[Stored data]

"""

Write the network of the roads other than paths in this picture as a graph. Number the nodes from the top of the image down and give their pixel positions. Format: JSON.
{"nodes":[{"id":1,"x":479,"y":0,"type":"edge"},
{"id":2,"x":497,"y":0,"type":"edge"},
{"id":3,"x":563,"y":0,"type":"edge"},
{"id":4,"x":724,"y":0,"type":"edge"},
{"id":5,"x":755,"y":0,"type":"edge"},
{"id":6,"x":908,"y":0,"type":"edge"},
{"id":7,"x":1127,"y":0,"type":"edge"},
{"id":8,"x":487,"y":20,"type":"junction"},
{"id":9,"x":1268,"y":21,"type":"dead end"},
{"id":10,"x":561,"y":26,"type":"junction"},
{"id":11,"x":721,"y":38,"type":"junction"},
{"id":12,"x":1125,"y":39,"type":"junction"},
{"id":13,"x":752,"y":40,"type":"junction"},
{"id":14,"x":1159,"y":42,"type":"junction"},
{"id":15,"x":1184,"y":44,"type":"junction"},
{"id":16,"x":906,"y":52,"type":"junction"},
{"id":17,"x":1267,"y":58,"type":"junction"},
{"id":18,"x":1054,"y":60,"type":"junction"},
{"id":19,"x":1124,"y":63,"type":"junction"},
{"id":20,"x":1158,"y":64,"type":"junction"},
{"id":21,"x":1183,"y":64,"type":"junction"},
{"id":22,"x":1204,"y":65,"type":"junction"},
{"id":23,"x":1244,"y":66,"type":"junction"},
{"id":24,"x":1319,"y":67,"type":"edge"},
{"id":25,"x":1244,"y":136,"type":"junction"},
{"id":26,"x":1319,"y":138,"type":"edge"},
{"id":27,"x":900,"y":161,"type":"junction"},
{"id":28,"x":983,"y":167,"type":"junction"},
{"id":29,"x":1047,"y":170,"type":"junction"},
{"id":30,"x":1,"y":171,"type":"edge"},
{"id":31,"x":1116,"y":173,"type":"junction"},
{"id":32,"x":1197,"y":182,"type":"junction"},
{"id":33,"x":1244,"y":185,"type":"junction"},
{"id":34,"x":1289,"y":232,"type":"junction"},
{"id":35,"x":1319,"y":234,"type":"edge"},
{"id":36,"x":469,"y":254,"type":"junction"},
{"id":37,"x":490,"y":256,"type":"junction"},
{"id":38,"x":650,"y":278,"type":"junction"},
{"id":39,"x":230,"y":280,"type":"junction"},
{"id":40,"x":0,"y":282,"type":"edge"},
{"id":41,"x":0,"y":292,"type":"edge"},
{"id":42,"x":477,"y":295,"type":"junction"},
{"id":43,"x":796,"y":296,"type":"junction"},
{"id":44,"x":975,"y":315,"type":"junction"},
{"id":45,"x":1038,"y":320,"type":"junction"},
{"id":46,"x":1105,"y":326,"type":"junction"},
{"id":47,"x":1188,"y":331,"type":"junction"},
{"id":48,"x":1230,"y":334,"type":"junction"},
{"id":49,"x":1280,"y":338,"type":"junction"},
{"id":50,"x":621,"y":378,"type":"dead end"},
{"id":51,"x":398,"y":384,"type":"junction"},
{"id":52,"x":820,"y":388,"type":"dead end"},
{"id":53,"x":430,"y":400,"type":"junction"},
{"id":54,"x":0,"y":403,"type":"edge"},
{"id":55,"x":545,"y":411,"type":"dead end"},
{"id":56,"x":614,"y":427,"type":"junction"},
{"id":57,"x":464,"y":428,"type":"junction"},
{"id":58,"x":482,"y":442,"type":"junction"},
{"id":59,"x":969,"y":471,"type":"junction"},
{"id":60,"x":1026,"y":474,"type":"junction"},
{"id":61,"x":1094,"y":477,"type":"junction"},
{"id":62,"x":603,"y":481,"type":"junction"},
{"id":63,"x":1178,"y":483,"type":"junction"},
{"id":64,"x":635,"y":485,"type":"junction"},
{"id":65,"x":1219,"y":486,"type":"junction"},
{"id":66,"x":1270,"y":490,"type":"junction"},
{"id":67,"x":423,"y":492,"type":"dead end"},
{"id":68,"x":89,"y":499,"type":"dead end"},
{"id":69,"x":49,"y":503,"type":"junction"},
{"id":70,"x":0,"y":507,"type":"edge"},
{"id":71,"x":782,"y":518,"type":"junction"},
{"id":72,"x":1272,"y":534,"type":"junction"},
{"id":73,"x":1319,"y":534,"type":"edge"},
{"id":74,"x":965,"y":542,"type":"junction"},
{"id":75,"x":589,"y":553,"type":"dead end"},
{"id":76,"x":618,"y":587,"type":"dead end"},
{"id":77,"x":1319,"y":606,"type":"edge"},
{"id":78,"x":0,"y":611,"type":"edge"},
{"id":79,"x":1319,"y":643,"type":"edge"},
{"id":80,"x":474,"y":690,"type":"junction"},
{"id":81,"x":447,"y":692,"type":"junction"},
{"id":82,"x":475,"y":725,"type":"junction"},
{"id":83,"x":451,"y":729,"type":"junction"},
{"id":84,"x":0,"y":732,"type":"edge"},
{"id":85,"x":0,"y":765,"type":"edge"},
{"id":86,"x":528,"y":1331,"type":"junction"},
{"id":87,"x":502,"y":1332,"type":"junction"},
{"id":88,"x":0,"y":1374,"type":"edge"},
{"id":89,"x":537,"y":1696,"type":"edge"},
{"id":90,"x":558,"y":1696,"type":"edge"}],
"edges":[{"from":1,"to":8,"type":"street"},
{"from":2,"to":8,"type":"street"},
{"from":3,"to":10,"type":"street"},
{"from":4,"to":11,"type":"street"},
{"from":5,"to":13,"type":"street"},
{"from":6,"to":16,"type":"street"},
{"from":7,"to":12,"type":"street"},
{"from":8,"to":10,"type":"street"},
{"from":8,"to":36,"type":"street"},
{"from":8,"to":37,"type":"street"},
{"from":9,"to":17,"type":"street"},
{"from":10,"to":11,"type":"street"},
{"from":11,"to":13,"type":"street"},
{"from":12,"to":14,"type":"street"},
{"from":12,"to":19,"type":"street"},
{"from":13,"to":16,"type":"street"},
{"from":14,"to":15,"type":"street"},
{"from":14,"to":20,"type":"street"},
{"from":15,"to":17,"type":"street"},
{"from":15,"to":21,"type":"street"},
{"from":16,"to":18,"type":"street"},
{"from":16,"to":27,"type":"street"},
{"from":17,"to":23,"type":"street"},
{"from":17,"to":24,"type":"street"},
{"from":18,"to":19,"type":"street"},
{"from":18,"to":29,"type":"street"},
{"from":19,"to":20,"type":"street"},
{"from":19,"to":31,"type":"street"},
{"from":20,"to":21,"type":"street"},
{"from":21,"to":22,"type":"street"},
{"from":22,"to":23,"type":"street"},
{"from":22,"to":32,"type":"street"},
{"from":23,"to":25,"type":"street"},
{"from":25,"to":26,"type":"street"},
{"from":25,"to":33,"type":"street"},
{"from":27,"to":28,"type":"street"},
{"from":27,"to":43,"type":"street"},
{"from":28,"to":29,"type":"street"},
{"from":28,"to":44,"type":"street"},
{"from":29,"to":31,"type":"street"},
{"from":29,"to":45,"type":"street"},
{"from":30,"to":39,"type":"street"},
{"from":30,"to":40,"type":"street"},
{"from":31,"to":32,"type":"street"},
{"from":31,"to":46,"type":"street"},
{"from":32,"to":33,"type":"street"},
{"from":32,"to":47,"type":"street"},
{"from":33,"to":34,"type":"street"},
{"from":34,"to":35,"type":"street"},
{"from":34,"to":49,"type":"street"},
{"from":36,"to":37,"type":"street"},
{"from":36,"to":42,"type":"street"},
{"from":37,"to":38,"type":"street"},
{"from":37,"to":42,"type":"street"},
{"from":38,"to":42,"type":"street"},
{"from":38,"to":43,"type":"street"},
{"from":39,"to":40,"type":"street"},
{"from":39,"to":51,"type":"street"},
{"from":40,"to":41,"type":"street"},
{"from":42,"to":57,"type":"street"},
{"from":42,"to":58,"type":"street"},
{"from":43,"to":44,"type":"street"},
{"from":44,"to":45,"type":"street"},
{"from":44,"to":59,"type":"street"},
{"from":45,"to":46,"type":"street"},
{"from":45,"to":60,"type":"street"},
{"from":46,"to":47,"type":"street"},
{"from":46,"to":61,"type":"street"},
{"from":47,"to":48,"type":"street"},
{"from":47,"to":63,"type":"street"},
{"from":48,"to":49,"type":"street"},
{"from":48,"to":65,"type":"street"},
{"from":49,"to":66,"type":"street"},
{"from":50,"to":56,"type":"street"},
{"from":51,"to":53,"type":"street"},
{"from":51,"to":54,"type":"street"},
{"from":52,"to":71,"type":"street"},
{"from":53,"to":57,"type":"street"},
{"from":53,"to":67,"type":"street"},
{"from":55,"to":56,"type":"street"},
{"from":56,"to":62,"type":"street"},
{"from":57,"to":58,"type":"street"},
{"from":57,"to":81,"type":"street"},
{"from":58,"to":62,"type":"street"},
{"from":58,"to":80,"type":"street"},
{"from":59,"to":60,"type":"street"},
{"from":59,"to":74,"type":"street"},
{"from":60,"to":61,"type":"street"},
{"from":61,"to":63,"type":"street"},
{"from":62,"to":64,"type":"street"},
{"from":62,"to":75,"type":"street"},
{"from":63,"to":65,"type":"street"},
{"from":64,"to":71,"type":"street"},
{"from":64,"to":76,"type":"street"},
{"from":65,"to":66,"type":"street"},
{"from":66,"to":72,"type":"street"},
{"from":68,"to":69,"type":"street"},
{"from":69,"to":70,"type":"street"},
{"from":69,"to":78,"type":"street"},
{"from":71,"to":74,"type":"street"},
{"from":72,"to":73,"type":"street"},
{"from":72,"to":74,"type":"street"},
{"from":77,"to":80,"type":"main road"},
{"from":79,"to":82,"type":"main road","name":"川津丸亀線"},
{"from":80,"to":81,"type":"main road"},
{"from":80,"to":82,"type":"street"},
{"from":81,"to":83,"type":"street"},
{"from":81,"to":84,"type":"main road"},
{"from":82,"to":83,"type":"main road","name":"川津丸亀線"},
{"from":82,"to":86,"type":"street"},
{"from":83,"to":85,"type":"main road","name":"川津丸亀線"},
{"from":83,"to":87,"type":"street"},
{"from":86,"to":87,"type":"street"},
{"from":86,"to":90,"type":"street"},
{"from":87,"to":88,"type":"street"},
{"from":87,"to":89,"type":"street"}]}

"""

- Task brief -
Where does the word "name" appear in the records? Copy every line that holds it.

- Solution below -
{"from":79,"to":82,"type":"main road","name":"川津丸亀線"},
{"from":82,"to":83,"type":"main road","name":"川津丸亀線"},
{"from":83,"to":85,"type":"main road","name":"川津丸亀線"},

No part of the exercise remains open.